Yes, Notes is proprietary. But why is that a surprise? It basically says it on the tin. That's exactly why I have never used it. I used Notational Velocity, nvAlt, some others, and ultimately Obsidian. All my notes are text files that have followed me for 1.5 decades, through multiple Macs.

As he tells it, Apple support put in the effort to figure out how to restore his Apple notes on his old computer, including walking him through an OS upgrade to do it. And that's supposed to be a bad thing? It sounds like a pretty amazing support experience, honestly.

He says he can't export Notes individually. I don't use Notes at all. But I popped open Apple's Script Editor just now, pulled up the Notes dictionary, and I see AppleScript commands for opening notes and for saving them in particular formats. You can also read the "HTML content of each note." It should be pretty simple to set something up to pull each note and save them in plain text format as he originally thought. I bet this is better than most notetaking apps with proprietary formats.

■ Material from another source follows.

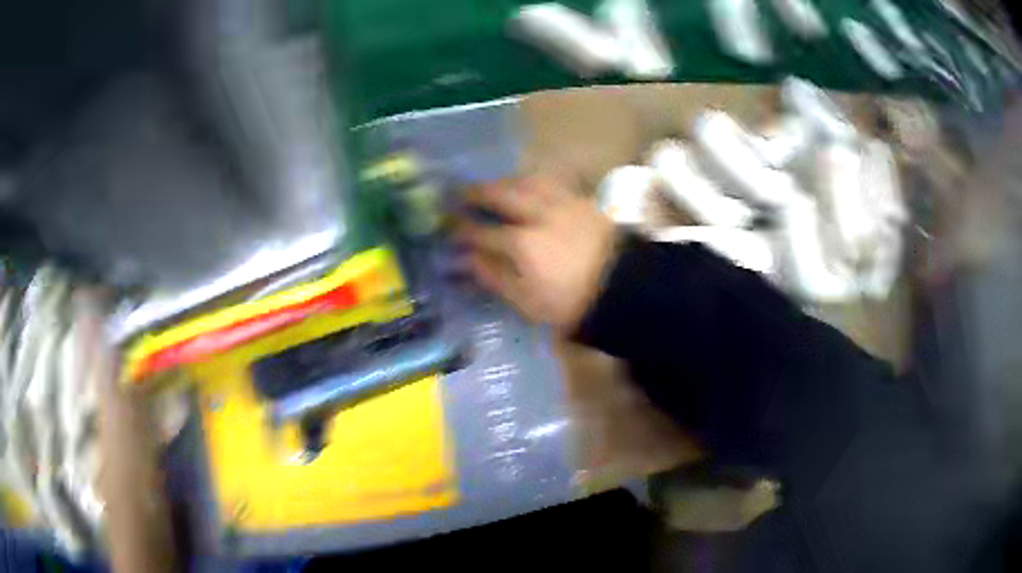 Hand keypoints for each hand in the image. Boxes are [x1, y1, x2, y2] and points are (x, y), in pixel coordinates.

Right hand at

This whole article basically boils down to "I didn't back up my stuff, Apple bent over backwards to help me recover it, but I don't like the Notes PDF export format or the sharp edges on the hardware so I think Macs suck."

throw310822•5mo ago
Sorry, just to recap what you are saying:

- Apple ships with the OS a notes app that is proprietary and not open enough for you;

- You do prefer to save your notes in different formats than notes does because of portability;

- The OS app lacks basic functionality to export notes;

- You need to write code to actually export your damn notes.

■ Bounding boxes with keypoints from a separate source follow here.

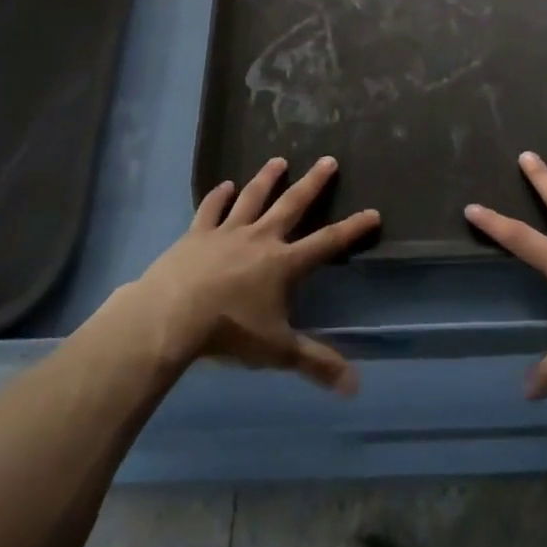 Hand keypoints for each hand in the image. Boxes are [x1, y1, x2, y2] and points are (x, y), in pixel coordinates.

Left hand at [126, 156, 379, 393]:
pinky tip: (223, 185)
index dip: (352, 229)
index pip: (327, 243)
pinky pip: (211, 209)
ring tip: (278, 160)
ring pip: (252, 197)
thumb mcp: (277, 350)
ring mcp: (227, 232)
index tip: (373, 212)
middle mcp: (260, 238)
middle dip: (313, 183)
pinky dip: (218, 196)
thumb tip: (355, 387)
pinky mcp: (197, 234)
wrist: (173, 314)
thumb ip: (316, 363)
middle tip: (328, 160)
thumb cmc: (230, 331)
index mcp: (283, 263)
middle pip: (292, 204)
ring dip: (266, 179)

How is this not a disappointing UX experience for a 3 trillion company that is celebrated for its UX escapes me.

D13Fd•5mo ago
I bought a computer with an OS. I don't need or want a note taking app from the OS vendor, or a document editing app, or a photo editing app. Their note taking app is just irrelevant to me - I want a computer and an OS from them. For a note taking app and many other programs, I'd rather use one of the various great (and sometimes open source) options.

I'm not expecting Apple to write a notes app that tops Obsidian, a photo management app that beats Lightroom, or a news reader that beats NetNewsWire, etc etc.

The point about writing code to export from Notes was to show that, if a person nonetheless chooses for whatever reason to use the free note taking app they ship with the OS, then they can still export things.

abstractspoon•5mo ago
Hell hath no fury like a scorned Appleboi
brador•5mo ago
Apple notes were stored in SQL format if I remember correctly. So you gotta find that hidden database file in the computer.